Noel’e ne oldu diye bakarsak… Noel Türkiye’ye gelmeden kısa bir süre önce Mustafa Kemal Paşa, Anadolu’ya geçmiş ve emperyalist işgale karşı direnişi örgütlemeye başlamıştı. Mustafa Kemal Paşa, Sivas Kongresi için Sivas’tadır. Kendisine şöyle bir bilgi ulaşır. İngiliz binbaşı Noel, Harput Valisi, gerici Vahdettinci Ali Galip ile birlikte Sivas’ı basacaktır. Mustafa Kemal Paşa Sivas’ta artık sivil olmasına rağmen, hemen tehlikeyi görür ve etkin önlemler alır. Kongrede bu konuya ilişkin yaptığı konuşmayı Nutuk’ta şöyle anlatır:

“Buraya Galip Bey adında bir vali atanmış, geliyormuş; ama bunun Harput Valisi Ali Galip Bey mi, yoksa Trabzon Valisi Mehmet Galip Bey mi olduğu anlaşılamadı. Fakat, biz başka bir bilgi elde ettik. Bay Novil (Noel) adında bir İngiliz binbaşı, Bedirhanlılardan Kâmuran, Celâdet ve Cemil beylerle birlikte yanında on beş kadar Kürt atlısı ile Malatya’ya gelmiş ve kendilerini Mutasarrıf Bedirhanlı Halil Bey karşılamıştır. Harput Valisi de bir posta hırsızını izliyor görünerek otomobille Malatya’ya gelmiştir. Bu amaçla bunlara Adıyaman’daki (Eski adı: Hısnımansur) birlik de verilmiştir. Amaçlarının, Kürdistan kurmaya söz vererek Kürtleri, işlerimizi bozmaya ve bizi öldürtmeye yöneltmek olduğu anlaşılmış ve karşı önlemlere de başvurulmuştur. Örneğin, valiyi ve ötekilerini yakalatmak istiyoruz. Malatya Mutasarrıfı da Kürt aşiretlerini Malatya’ya çağırmıştır. Bunun üzerine On Üçüncü Kolordu bölgesinde işe giriştik. Gereken önlemler alınmıştır. Yarın akşam Harput’tan gönderilen bir birlik ortalığı karıştıranları tepeleyecektir. Buradaki kolordu komutanı da gereken önlemleri almıştır. Malatya’ya ve öbür yerlere de gereken buyruklar verilmiştir.”

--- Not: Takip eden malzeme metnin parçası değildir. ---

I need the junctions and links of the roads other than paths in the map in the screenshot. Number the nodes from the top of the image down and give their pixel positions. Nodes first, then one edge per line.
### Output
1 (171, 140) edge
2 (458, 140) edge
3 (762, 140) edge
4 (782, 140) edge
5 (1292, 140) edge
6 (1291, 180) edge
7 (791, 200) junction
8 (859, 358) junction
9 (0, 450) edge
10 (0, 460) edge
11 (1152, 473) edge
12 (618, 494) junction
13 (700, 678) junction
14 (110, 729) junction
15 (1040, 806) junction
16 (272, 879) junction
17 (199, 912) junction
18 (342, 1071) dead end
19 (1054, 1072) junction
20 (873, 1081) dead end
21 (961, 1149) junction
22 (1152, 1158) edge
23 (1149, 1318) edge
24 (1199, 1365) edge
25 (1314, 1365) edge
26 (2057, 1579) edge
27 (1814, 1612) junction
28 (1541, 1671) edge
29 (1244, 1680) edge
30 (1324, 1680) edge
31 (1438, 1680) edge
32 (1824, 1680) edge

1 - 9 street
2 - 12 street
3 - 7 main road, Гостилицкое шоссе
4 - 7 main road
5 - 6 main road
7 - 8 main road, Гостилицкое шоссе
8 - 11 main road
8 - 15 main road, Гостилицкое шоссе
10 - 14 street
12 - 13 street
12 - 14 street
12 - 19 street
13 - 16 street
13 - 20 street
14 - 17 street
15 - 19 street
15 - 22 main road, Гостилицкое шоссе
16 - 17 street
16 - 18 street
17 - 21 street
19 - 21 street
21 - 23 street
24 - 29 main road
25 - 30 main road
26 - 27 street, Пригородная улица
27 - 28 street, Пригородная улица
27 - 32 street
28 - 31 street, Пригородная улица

Vahdettinci güçler maalesef bu bilgiyi Ali Galip ve Noel’e ulaştırır ve her ikisi de pılıyı pırtıyı toplayıp aceleyle kaçarlar. Sonucu gene Nutuk’tan okuyalım:

“Baylar, alınan önlemler ve yapılan düzenlemeler ve özellikle gösterilen sinirlilik ve sertlik sonucunda, Ali Galip ve Halil Beylerin kandırmaya çalıştıkları aşiretler dağılmış, umutsuz kalan Ali Galip ilkin Urfa’ya ve oradan Halep’e kaçmıştır. Bay Novil de gözaltında rahatça Elbistan üzerinden gitmiştir. Ötekiler de birer yol bulup kaçmışlardır. Bu evreleri, daha çok açıklamayı yararlı görmüyorum. Bu konuda söylediklerime ek olarak yayımlanacak olan belgeler okununca bugün ve yarın için uyarıcı sonuçlar çıkarılacağını umarım. (Belge: 78, 79, 80, 81)

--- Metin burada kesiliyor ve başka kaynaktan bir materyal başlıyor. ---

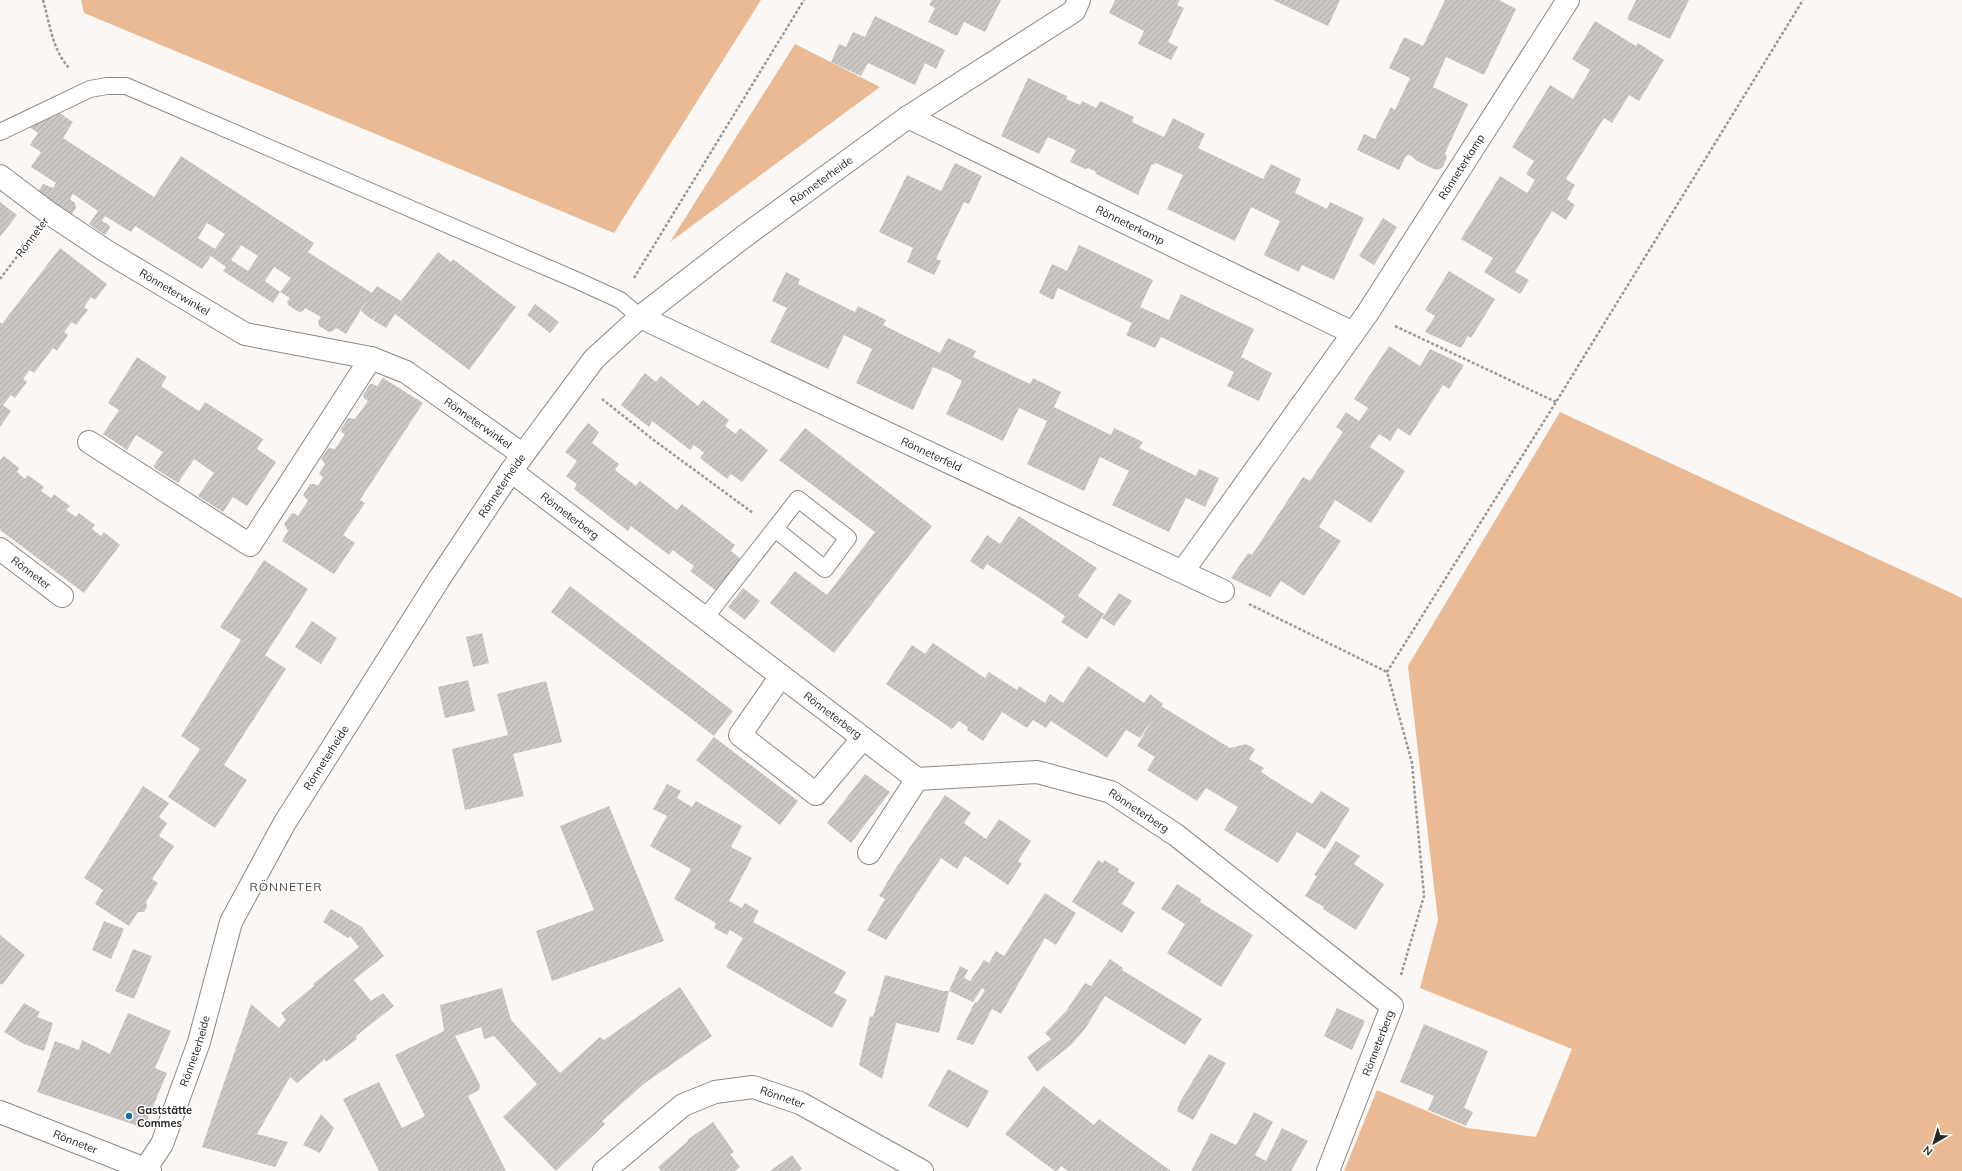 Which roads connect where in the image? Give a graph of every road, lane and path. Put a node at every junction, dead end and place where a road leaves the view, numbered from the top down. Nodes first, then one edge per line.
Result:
1 (42, 0) edge
2 (804, 0) edge
3 (1079, 0) edge
4 (1568, 0) edge
5 (1803, 0) edge
6 (90, 89) junction
7 (908, 117) junction
8 (0, 132) edge
9 (0, 176) edge
10 (49, 214) junction
11 (0, 279) edge
12 (620, 300) junction
13 (1367, 314) junction
14 (640, 316) junction
15 (1353, 333) junction
16 (371, 358) junction
17 (578, 380) junction
18 (1556, 402) junction
19 (89, 442) dead end
20 (517, 462) junction
21 (775, 529) junction
22 (0, 549) edge
23 (1183, 571) junction
24 (1223, 591) joint
25 (62, 596) dead end
26 (705, 618) junction
27 (1387, 672) junction
28 (781, 676) junction
29 (863, 738) junction
30 (917, 779) junction
31 (869, 853) dead end
32 (1392, 1006) junction
33 (0, 1112) edge
34 (146, 1170) edge
35 (604, 1171) edge
36 (922, 1171) edge
37 (1328, 1171) edge

1 - 6 path
2 - 12 path
3 - 7 street, Rönneterheide
4 - 13 street, Rönneterkamp
5 - 18 path
6 - 8 lane
6 - 12 lane
7 - 14 street, Rönneterheide
7 - 15 street, Rönneterkamp
9 - 10 street, Rönneterwinkel
10 - 11 path, Rönneter
10 - 16 street, Rönneterwinkel
12 - 14 lane
13 - 15 street, Rönneterkamp
13 - 18 path
14 - 17 street, Rönneterheide
14 - 23 street, Rönneterfeld
15 - 23 street, Rönneterkamp
16 - 19 street
16 - 20 street, Rönneterwinkel
17 - 20 street, Rönneterheide
17 - 21 path
18 - 27 path
20 - 26 street, Rönneterberg
20 - 34 street, Rönneterheide
21 - 21 lane
21 - 26 lane
22 - 25 street, Rönneter
23 - 24 street, Rönneterfeld
24 - 27 path
26 - 28 street, Rönneterberg
27 - 32 path
28 - 29 street, Rönneterberg
28 - 29 street
29 - 30 street, Rönneterberg
30 - 31 street
30 - 32 street, Rönneterberg
32 - 37 street, Rönneterberg
33 - 34 street, Rönneter
35 - 36 street, Rönneter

Mustafa Kemal Paşa, gene nasıl ileriyi görmüş! Söylediklerine ek olarak, bu olaya ilişkin belgeleri de kastederek; “bugün ve yarın için uyarıcı sonuçlar çıkarılacağını umarım”, diyor.

Mustafa Kemal önderliği emperyalistleri ve uşaklarını kovdu, emperyalist oyunu boşa çıkardı. Maalesef bugün emperyalizm yüz yıl önceki planını hızla uygulamaya koydu. Dolayısıyla bugün de ülkemizde ve bölgemizde oynanan emperyalist oyunu bozacak böyle uyanık, zinde devrimci, antiemperyalist bir önderliğe gerek var. Halkımız eninde sonunda emperyalist oyunu bozacak, dün nasıl Binbaşı Noel’leri, yerli yabancı emperyalist uşaklarını kovaladıysa, aynı şekilde şimdiki yerli-yabancı emperyalist uşaklarını da kovalayacaktır.

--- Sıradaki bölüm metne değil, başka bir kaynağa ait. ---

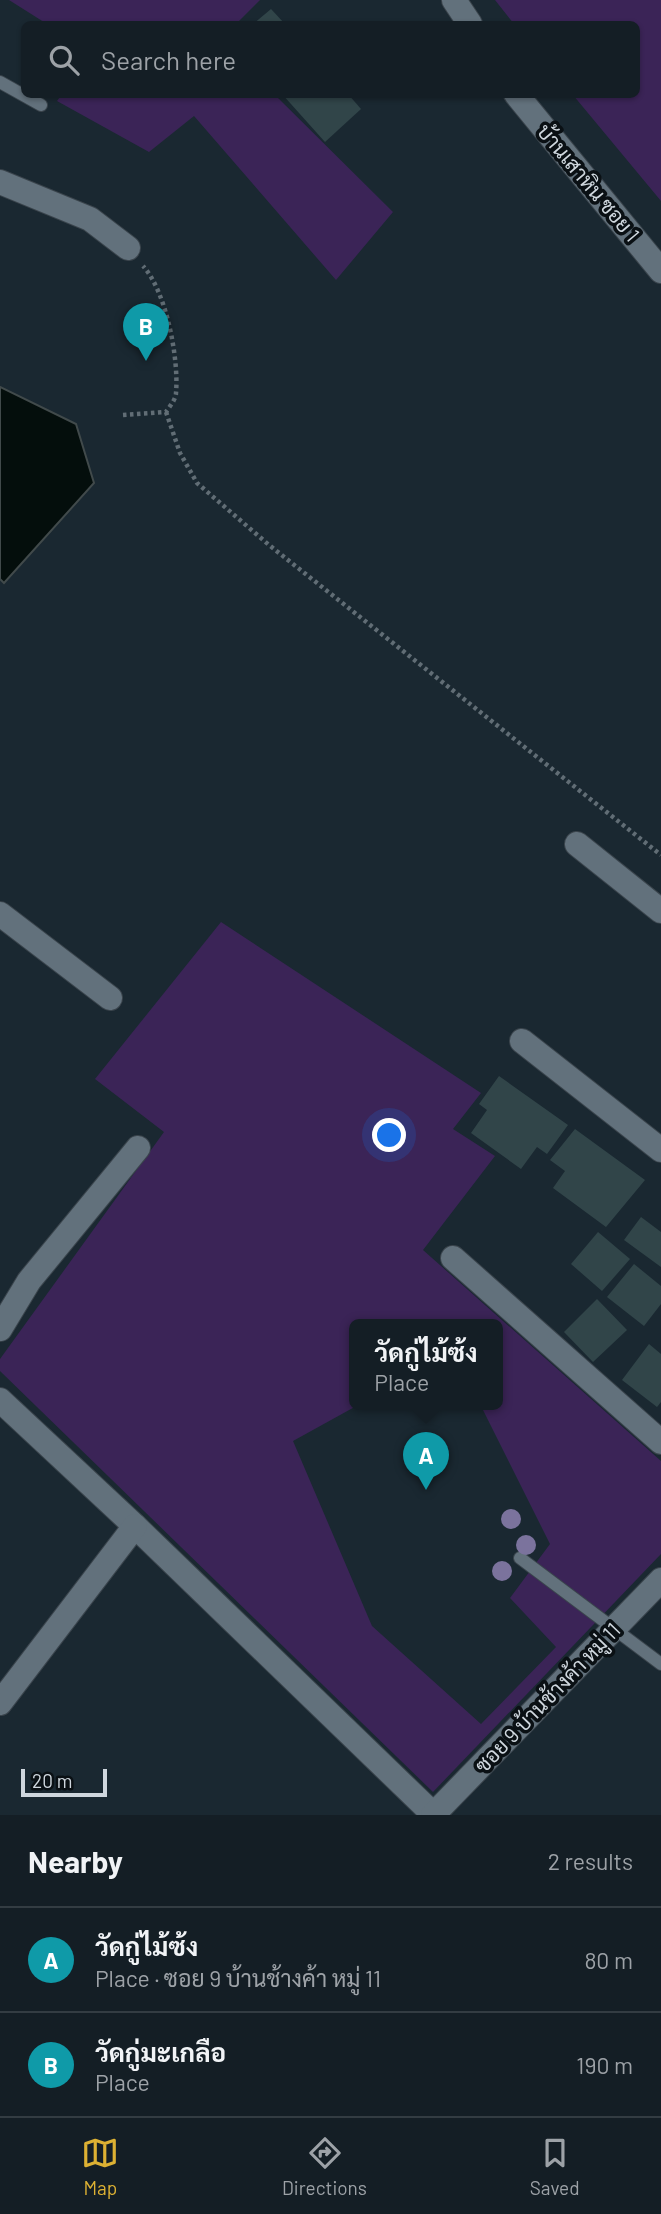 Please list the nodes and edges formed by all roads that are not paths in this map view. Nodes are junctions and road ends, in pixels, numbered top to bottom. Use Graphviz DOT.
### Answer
graph roads {
  1 [pos="454,0"];
  2 [pos="468,21"];
  3 [pos="0,82"];
  4 [pos="21,94"];
  5 [pos="29,98"];
  6 [pos="519,98"];
  7 [pos="41,105"];
  8 [pos="0,182"];
  9 [pos="128,248"];
  10 [pos="661,271"];
  11 [pos="577,844"];
  12 [pos="661,911"];
  13 [pos="0,914"];
  14 [pos="110,998"];
  15 [pos="522,1041"];
  16 [pos="138,1148"];
  17 [pos="661,1150"];
  18 [pos="453,1258"];
  19 [pos="0,1329"];
  20 [pos="0,1399"];
  21 [pos="661,1442"];
  22 [pos="135,1526"];
  23 [pos="520,1558"];
  24 [pos="661,1580"];
  25 [pos="616,1628"];
  26 [pos="661,1664"];
  27 [pos="0,1703"];
  28 [pos="434,1815"];
  1 -- 2 [label="street"];
  3 -- 4 [label="lane"];
  5 -- 7 [label="lane"];
  6 -- 10 [label="street, บ้านเสาหิน ซอย 1"];
  8 -- 9 [label="street"];
  11 -- 12 [label="street"];
  13 -- 14 [label="street"];
  15 -- 17 [label="street"];
  16 -- 19 [label="street"];
  18 -- 21 [label="street"];
  20 -- 22 [label="street"];
  22 -- 27 [label="street"];
  22 -- 28 [label="street"];
  23 -- 25 [label="lane"];
  24 -- 25 [label="street, ซอย 9 บ้านช้างค้า หมู่ 11"];
  25 -- 26 [label="lane"];
  25 -- 28 [label="street, ซอย 9 บ้านช้างค้า หมู่ 11"];
}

Kürt Halkını kandıranlar da, işgalciler de sevinmesin. Onlar da gereken dersi alacaklardır. Kürt Sorunu ise, Kürt ve Türk halkları için Ulusların Kendi Kaderlerini Tayin etmesi temelinde Devrimci Çözümünü bulacaktır. Bin yılı aşkındır birlikte yaşayan halkların kardeşliği temeldir.